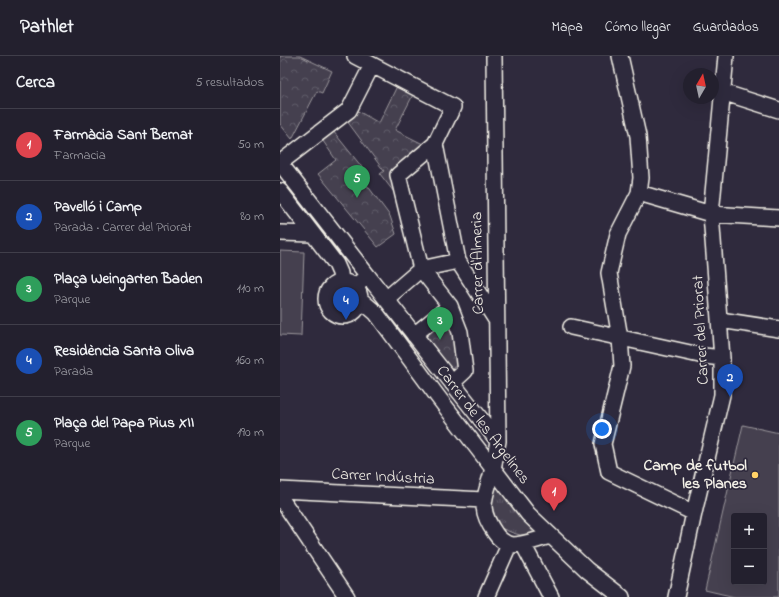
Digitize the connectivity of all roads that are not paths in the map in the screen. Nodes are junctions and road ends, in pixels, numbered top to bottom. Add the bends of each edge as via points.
1 (355, 56) edge
2 (494, 56) edge
3 (620, 56) edge
4 (726, 56) edge
5 (372, 65) junction
6 (722, 92) junction
7 (779, 110) edge
8 (435, 144) junction
9 (280, 163) edge
10 (280, 191) edge
11 (639, 193) junction
12 (712, 214) junction
13 (779, 218) edge
14 (280, 233) edge
15 (313, 234) junction
16 (458, 261) junction
17 (421, 269) junction
18 (368, 276) junction
19 (352, 289) junction
20 (386, 299) junction
21 (450, 306) junction
22 (353, 313) junction
23 (496, 320) junction
24 (720, 320) junction
25 (571, 327) dead end
26 (779, 329) edge
27 (390, 332) junction
28 (414, 335) junction
29 (620, 338) junction
30 (722, 358) junction
31 (452, 383) junction
32 (498, 441) junction
33 (493, 469) junction
34 (280, 490) edge
35 (280, 497) edge
36 (484, 500) junction
37 (694, 513) junction
38 (551, 536) junction
39 (516, 544) junction
40 (347, 597) edge
41 (486, 597) edge
42 (551, 597) edge
43 (622, 597) edge
44 (676, 597) edge

1 - 5 street
2 - 23 street, Carrer d'Almeria
3 - 11 street via 638,136 641,178
4 - 6 street, Carrer del Priorat
5 - 8 street via 453,107
5 - 9 street via 349,110
6 - 7 street
6 - 12 street, Carrer del Priorat
8 - 16 street
8 - 17 street via 398,175
9 - 18 street
10 - 15 street
11 - 12 street
11 - 29 street via 618,234 609,273
12 - 13 street
12 - 24 street, Carrer del Priorat
14 - 15 street
15 - 19 street
16 - 17 street
16 - 23 street
17 - 20 street
17 - 21 street
18 - 19 street
18 - 20 street
19 - 22 street via 360,305
19 - 22 street via 332,286 326,300 330,310 338,315 346,316
19 - 27 street, Carrer de les Argelines via 376,313
20 - 28 street
21 - 28 street
21 - 31 street via 460,332 465,371
22 - 27 street, Carrer de les Argelines
23 - 32 street, Carrer d'Almeria
24 - 26 street
24 - 30 street, Carrer del Priorat
25 - 29 street
27 - 33 street, Carrer de les Argelines
28 - 31 street
29 - 30 street
29 - 37 street via 622,366 602,444 609,472
30 - 37 street, Carrer del Priorat via 722,395
31 - 32 street
32 - 33 street, Carrer d'Almeria
33 - 36 street, Carrer d'Almeria
33 - 38 street, Carrer de les Argelines via 528,514
34 - 36 street, Carrer Indústria
35 - 40 street
36 - 39 street via 488,523 498,537
37 - 44 street, Carrer del Priorat
38 - 39 street
38 - 43 street, Carrer de les Argelines via 587,570
39 - 41 street
39 - 42 street

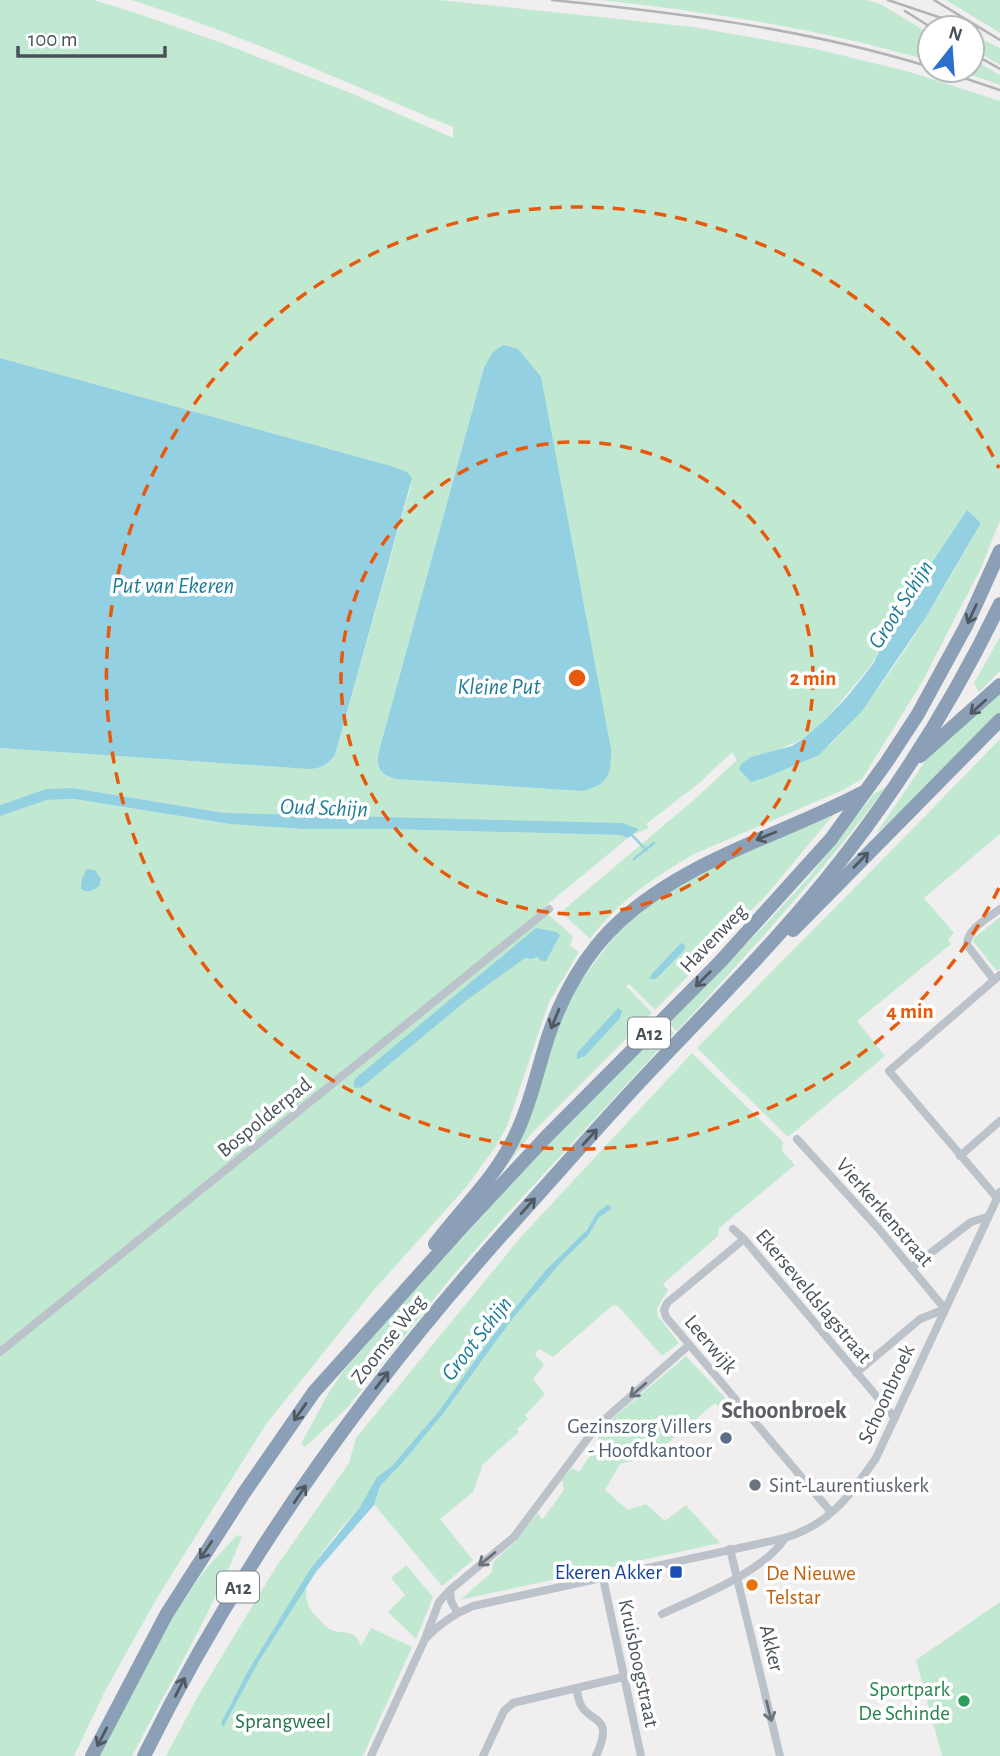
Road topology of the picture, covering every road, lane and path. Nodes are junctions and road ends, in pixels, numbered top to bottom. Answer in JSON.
{"nodes":[{"id":1,"x":1000,"y":551,"type":"edge"},
{"id":2,"x":1000,"y":604,"type":"edge"},
{"id":3,"x":1000,"y":685,"type":"edge"},
{"id":4,"x":1000,"y":720,"type":"edge"},
{"id":5,"x":549,"y":909,"type":"dead end"},
{"id":6,"x":1000,"y":909,"type":"edge"},
{"id":7,"x":997,"y":978,"type":"edge"},
{"id":8,"x":726,"y":993,"type":"junction"},
{"id":9,"x":1000,"y":1121,"type":"edge"},
{"id":10,"x":797,"y":1139,"type":"dead end"},
{"id":11,"x":960,"y":1156,"type":"junction"},
{"id":12,"x":999,"y":1195,"type":"edge"},
{"id":13,"x":988,"y":1217,"type":"junction"},
{"id":14,"x":733,"y":1229,"type":"dead end"},
{"id":15,"x":744,"y":1239,"type":"junction"},
{"id":16,"x":911,"y":1268,"type":"junction"},
{"id":17,"x":391,"y":1304,"type":"junction"},
{"id":18,"x":945,"y":1309,"type":"junction"},
{"id":19,"x":689,"y":1345,"type":"junction"},
{"id":20,"x":0,"y":1352,"type":"edge"},
{"id":21,"x":856,"y":1373,"type":"junction"},
{"id":22,"x":895,"y":1418,"type":"junction"},
{"id":23,"x":831,"y":1512,"type":"junction"},
{"id":24,"x":785,"y":1538,"type":"junction"},
{"id":25,"x":730,"y":1549,"type":"junction"},
{"id":26,"x":736,"y":1577,"type":"junction"},
{"id":27,"x":603,"y":1578,"type":"junction"},
{"id":28,"x":450,"y":1590,"type":"junction"},
{"id":29,"x":457,"y":1612,"type":"junction"},
{"id":30,"x":662,"y":1614,"type":"dead end"},
{"id":31,"x":425,"y":1639,"type":"junction"},
{"id":32,"x":623,"y":1677,"type":"junction"},
{"id":33,"x":577,"y":1689,"type":"junction"},
{"id":34,"x":146,"y":1753,"type":"edge"},
{"id":35,"x":92,"y":1756,"type":"edge"},
{"id":36,"x":371,"y":1756,"type":"edge"},
{"id":37,"x":483,"y":1756,"type":"edge"},
{"id":38,"x":596,"y":1756,"type":"edge"},
{"id":39,"x":640,"y":1756,"type":"edge"},
{"id":40,"x":779,"y":1756,"type":"edge"}],
"edges":[{"from":1,"to":17,"type":"highway","name":"Havenweg","number":"A12","one_way":true},
{"from":2,"to":8,"type":"highway","name":"Havenweg","number":"A12"},
{"from":3,"to":17,"type":"highway","one_way":true},
{"from":8,"to":4,"type":"highway","one_way":true},
{"from":5,"to":20,"type":"street","name":"Bospolderpad"},
{"from":6,"to":7,"type":"street"},
{"from":7,"to":11,"type":"street"},
{"from":34,"to":8,"type":"highway","name":"Zoomse Weg","number":"A12","one_way":true},
{"from":9,"to":11,"type":"street"},
{"from":10,"to":16,"type":"street","name":"Vierkerkenstraat"},
{"from":11,"to":12,"type":"street"},
{"from":12,"to":13,"type":"street","name":"Schoonbroek"},
{"from":13,"to":16,"type":"street"},
{"from":13,"to":18,"type":"street","name":"Schoonbroek"},
{"from":14,"to":15,"type":"street","name":"Ekerseveldslagstraat"},
{"from":15,"to":19,"type":"street","name":"Leerwijk"},
{"from":15,"to":21,"type":"street","name":"Ekerseveldslagstraat"},
{"from":16,"to":18,"type":"street","name":"Vierkerkenstraat"},
{"from":17,"to":35,"type":"highway","name":"Zoomse Weg","number":"A12","one_way":true},
{"from":18,"to":21,"type":"street","name":"Schoonbroek"},
{"from":18,"to":22,"type":"street","name":"Schoonbroek"},
{"from":19,"to":23,"type":"street","name":"Leerwijk"},
{"from":19,"to":28,"type":"street","one_way":true},
{"from":21,"to":22,"type":"street","name":"Ekerseveldslagstraat"},
{"from":22,"to":23,"type":"street","name":"Schoonbroek"},
{"from":23,"to":24,"type":"street","name":"Schoonbroek"},
{"from":24,"to":25,"type":"street","name":"Schoonbroek"},
{"from":24,"to":26,"type":"street","name":"Schoonbroek"},
{"from":25,"to":26,"type":"street","name":"Akker"},
{"from":25,"to":27,"type":"street","name":"Schoonbroek"},
{"from":26,"to":30,"type":"street","name":"Schoonbroek"},
{"from":26,"to":40,"type":"street","name":"Akker","one_way":true},
{"from":27,"to":29,"type":"street","name":"Schoonbroek"},
{"from":27,"to":32,"type":"street","name":"Kruisboogstraat"},
{"from":28,"to":29,"type":"street"},
{"from":28,"to":31,"type":"street"},
{"from":29,"to":31,"type":"street","name":"Schoonbroek"},
{"from":31,"to":36,"type":"street","name":"Schoonbroek"},
{"from":32,"to":33,"type":"street"},
{"from":32,"to":39,"type":"street","name":"Kruisboogstraat"},
{"from":33,"to":37,"type":"street"},
{"from":33,"to":38,"type":"street"}]}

• **What to produce**
Locate the word "Leerwijk" in the entries, and copy every line where it is found.

• **Result of the task**
{"from":15,"to":19,"type":"street","name":"Leerwijk"},
{"from":19,"to":23,"type":"street","name":"Leerwijk"},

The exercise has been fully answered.